I'm Tim Vandenberg and I've been teaching for 25 years: 17 years in Hesperia, California, 6th grade at Carmel Elementary School. Hesperia is a lower socio-economic status area on average, especially among our student population. 100% of our students at this school are on free or reduced lunch.

The traditional model among most schools is just moving kids along by age, whether they've mastered the skills or not. So by the time they come to me in sixth grade, they've got so many gaps in their learning because they haven't mastered the skills K through five. It's extremely difficult for most teachers, probably all teachers, to truly meet each kid at their individual mastery level. You're going to have a third of the class tracking with you, a third of the class wishing you'd move faster, and a third of the class wishing you'd re-teach that a few more times.

My goals as a teacher using Khan Academy is for my students to master as much of the grade level-specific skills as they can—truly master the skills. What I do is I assign to each student the whole class an entire unit. For example, expressions and variables. Then that next day in class, we'll have a class lecture. Students take notes in their math portfolios, and we teach the skill of expressions and variables. Then they dive right into Khan Academy, start the skills in that unit, and work at their own pace.

Those who need extra help have the Khan Academy videos and hints. I also monitor the class, rove around, and help kids whenever they need help. When students master skills on Khan Academy, they're so excited. Their self-pride and self-confidence just overflows, and they start to believe they can learn. It's so important in the learning model that students find out immediately if they are properly grasping a skill. Through Khan Academy, they get that instant feedback after every single problem: is it correct or not correct? If they didn't get it correct, they get to find out immediately from the hints exactly where they might have misunderstood.

It's so important for students in this day and age of technology to learn to communicate and interact interpersonally with others. By using Khan Academy to teach students to support one another, instead of just being locked into a computer screen, they're actually interacting with their neighbors and their friends in class. They learn to interact with others in all of life. So as many good teachers love to do, they take their top successful students and spread them out in the class and give them two elbow buddies, one on each side of them.

I'm monitoring, I'm encouraging first students to help each other. It's so much better when students help each other first because then they become so much more self-sufficient, self-motivated, and self-rewarded. Plus, those peer helpers feel so special as they reward their friends with the help that they give. That really makes it possible to promote and increase teacher-to-student interaction because now the teacher is spending their time where students really truly need the help.

On 32 or more different levels in a class of that many students, I don't have one math class; I have 32 math classes. Every single student is working at their own pace. Now I can meet students where they're at instead of where the middle of the class is at. Because the Khan Academy grade level skills are so well aligned with the Common Core standards for math, I can trust that if my students master those skills before the state test, they will do amazingly well—and they have for years now.
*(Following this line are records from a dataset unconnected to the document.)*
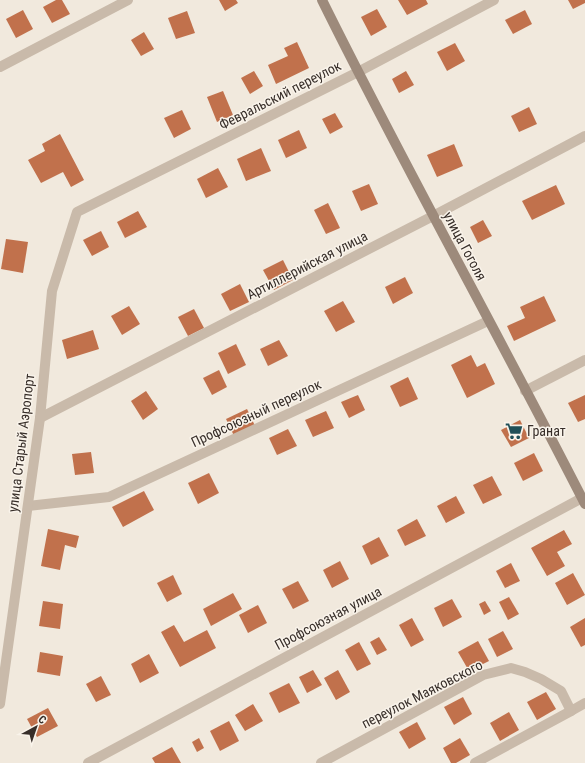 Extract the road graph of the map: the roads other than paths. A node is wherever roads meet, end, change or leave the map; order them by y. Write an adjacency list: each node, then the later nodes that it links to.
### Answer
1 (128, 0): 4 (street)
2 (322, 0): 5 (main road, улица Гоголя)
3 (494, 0): 5 (street, Февральский переулок)
4 (0, 67)
5 (358, 72): 7 (street, Февральский переулок); 8 (main road, улица Гоголя)
6 (585, 136): 8 (street, Артиллерийская улица)
7 (77, 212): 12 (street, улица Старый Аэропорт)
8 (433, 216): 9 (main road, улица Гоголя); 12 (street, Артиллерийская улица)
9 (488, 321): 11 (main road, улица Гоголя); 14 (street, Профсоюзный переулок)
10 (585, 360): 11 (street)
11 (525, 391): 13 (main road, улица Гоголя)
12 (40, 418): 14 (street, улица Старый Аэропорт)
13 (583, 495): 18 (street, Профсоюзная улица)
14 (28, 506): 16 (street, улица Старый Аэропорт)
15 (585, 702): 17 (street)
16 (0, 704)
17 (571, 711): 19 (street, переулок Маяковского); 20 (street)
18 (88, 763)
19 (321, 763)
20 (475, 763)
After class, I always make sure to look at the data progress reports on the teacher dashboard. That really helps me know who is succeeding and who is really struggling and needs extra help. Then I set my pace and remediation and instructional support accordingly. There is no way I could have known to that great detail who is really getting it and who's not without the help of Khan Academy.

I love being a teacher because I love it when kids learn to love learning, and when they love learning, they don't need me for the rest of their life. So as they grow up and become adults pursuing their own interests, they've learned how to learn on their own, and they have a passion and desire to...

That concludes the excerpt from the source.